No reliable treatment existed yet for congenital syphilis; the slow course would unfold over months or years gradually toward infection of the brain, dementia and death. Felice and Samy could never have children, for the children would be in danger of being infected themselves. Nor could Felice and Samy have unprotected sex without putting Felice at risk herself.

Later in the day they began to talk. Samy gallantly said, “You must leave. You can’t stay with me. There is no future for us, no future for you here.”

“There is no future for me in Poland.”

“Palestine?”

“I will write Papa. He will know what to do. So many young people from our district are leaving for Palestine.”

“You will have many children.”

“I only want two. I will name the first one for you.”

“I will write you. I will visit.”

“I will call you as soon as I am settled if I can find a telephone.”

Then they hatched a further plan with Samy’s good friend Pierre Mendelson. Pierre had an older unmarried sister in Bucharest who did not care about having children. She wanted to come to France. She would be a good companion for Samy. Maybe she would even nurse him when the time came, but that they did not talk about.

Part Two. Palestine

Felice knew Palestine’s history. It had been part of her courses in ancient history. She knew that Judaism had arisen there, that Christianity had been founded there, and that the Romans had dispersed most of the Jews from Palestine in the early days of Christianity. She also knew that Islam had come from the Arabian Peninsula, and had held sway in Palestine since the 7
th
Century in spite of the efforts of the Medieval Christian Crusaders to retake the land from the Ottoman Turks.

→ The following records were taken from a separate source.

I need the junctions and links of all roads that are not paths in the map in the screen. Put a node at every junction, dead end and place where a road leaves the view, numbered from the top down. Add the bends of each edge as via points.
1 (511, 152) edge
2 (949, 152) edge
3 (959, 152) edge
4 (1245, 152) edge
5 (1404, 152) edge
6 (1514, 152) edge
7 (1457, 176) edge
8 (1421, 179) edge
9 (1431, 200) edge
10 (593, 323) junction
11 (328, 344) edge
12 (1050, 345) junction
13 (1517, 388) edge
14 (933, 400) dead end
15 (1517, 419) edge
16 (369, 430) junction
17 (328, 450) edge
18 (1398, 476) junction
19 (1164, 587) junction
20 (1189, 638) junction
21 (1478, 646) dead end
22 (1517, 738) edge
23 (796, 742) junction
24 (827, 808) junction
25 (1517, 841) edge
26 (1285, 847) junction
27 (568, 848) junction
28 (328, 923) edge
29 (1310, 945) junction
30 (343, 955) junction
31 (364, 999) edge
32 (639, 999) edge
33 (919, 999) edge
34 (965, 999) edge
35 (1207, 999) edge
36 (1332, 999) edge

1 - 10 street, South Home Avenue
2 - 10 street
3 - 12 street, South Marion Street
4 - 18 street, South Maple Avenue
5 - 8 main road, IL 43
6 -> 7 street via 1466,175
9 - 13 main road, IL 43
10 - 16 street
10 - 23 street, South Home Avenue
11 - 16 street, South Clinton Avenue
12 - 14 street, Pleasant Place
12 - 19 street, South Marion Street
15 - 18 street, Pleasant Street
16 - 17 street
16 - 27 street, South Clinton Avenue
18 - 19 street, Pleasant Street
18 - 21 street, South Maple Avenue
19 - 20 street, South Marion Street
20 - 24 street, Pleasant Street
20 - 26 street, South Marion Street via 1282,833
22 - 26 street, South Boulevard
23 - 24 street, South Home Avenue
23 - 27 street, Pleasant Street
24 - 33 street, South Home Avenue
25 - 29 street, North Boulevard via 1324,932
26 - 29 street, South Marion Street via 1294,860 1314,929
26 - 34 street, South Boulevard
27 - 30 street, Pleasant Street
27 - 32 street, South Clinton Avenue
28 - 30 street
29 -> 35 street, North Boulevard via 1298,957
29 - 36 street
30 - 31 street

But she barely knew the tales of the Jewish patriarchs because religion, the Bible, had not been part of her life at home. And she knew nothing of the struggles in Palestine in the year she was arriving. It didn’t dawn on her that she was entering a place where she would be personally caught in the midst of more violence than she had ever known. In that moment in 1935 there was a comparative lull in the tensions between the Palestinian Arabs and the Jews who were arriving by the thousands from Poland, Russia and Germany. The last anti-immigration demonstrations had been in 1933, sparked by Arabs losing jobs to new arrivals. The last violent clash, in which hundreds died, had been in 1929, triggered by Arab fears of losing access to their holiest site in Jerusalem. She had heard from schoolmates and family friends that Palestine—the Land of Israel—was a promised land, but what kind of promise was this? Another false one? It barely meant anything to her in comparison to her dream on the train of the life she had anticipated with Samy in France.

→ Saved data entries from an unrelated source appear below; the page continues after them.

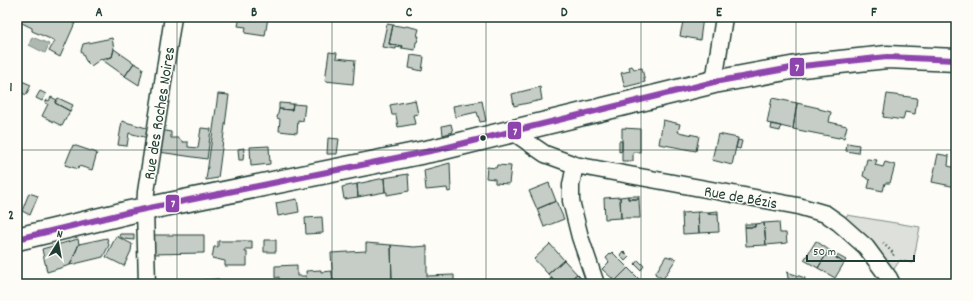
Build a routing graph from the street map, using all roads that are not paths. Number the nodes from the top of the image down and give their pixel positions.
1 (173, 17) edge
2 (724, 17) edge
3 (956, 60) edge
4 (714, 82) junction
5 (537, 126) junction
6 (513, 132) junction
7 (568, 163) junction
8 (145, 209) junction
9 (17, 239) edge
10 (147, 281) edge
11 (596, 284) edge
12 (892, 284) edge

1 - 8 street, Rue des Roches Noires
2 - 4 street
3 - 4 main road
4 - 5 main road
5 - 6 main road
5 - 7 street
6 - 7 street, Rue de Bézis
6 - 8 main road
7 - 11 street
7 - 12 street, Rue de Bézis
8 - 9 main road
8 - 10 street, Rue des Roches Noires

The train settling to a stop at the open Tel Aviv station startled Felice out of her reverie. She caught a new scent, eucalyptus, a bit like peppermint but not peppermint, and saw the fronds of eucalyptus leaves waving in the breeze, like willow trees but different. She and her husband crossed the tracks and boarded another train for Jerusalem. The old carriage filled with light-skinned European Jews, olive and brown hued Sephardic Jews from the Mediterranean lands and further south into Africa and Arabia, and brown and olive-skinned Arabs. Then the train clanked southeast past vegetable gardens and acres and acres of harvested fields and orange groves. Soon it was spewing soot as it started its climb through a barren rocky canyon and up steep hills. Felice wasn’t thinking about the fabled city at the end of this leg of her journey. Amidst the polyglot of languages, she was wondering in Polish, “Why did this journey befall me?”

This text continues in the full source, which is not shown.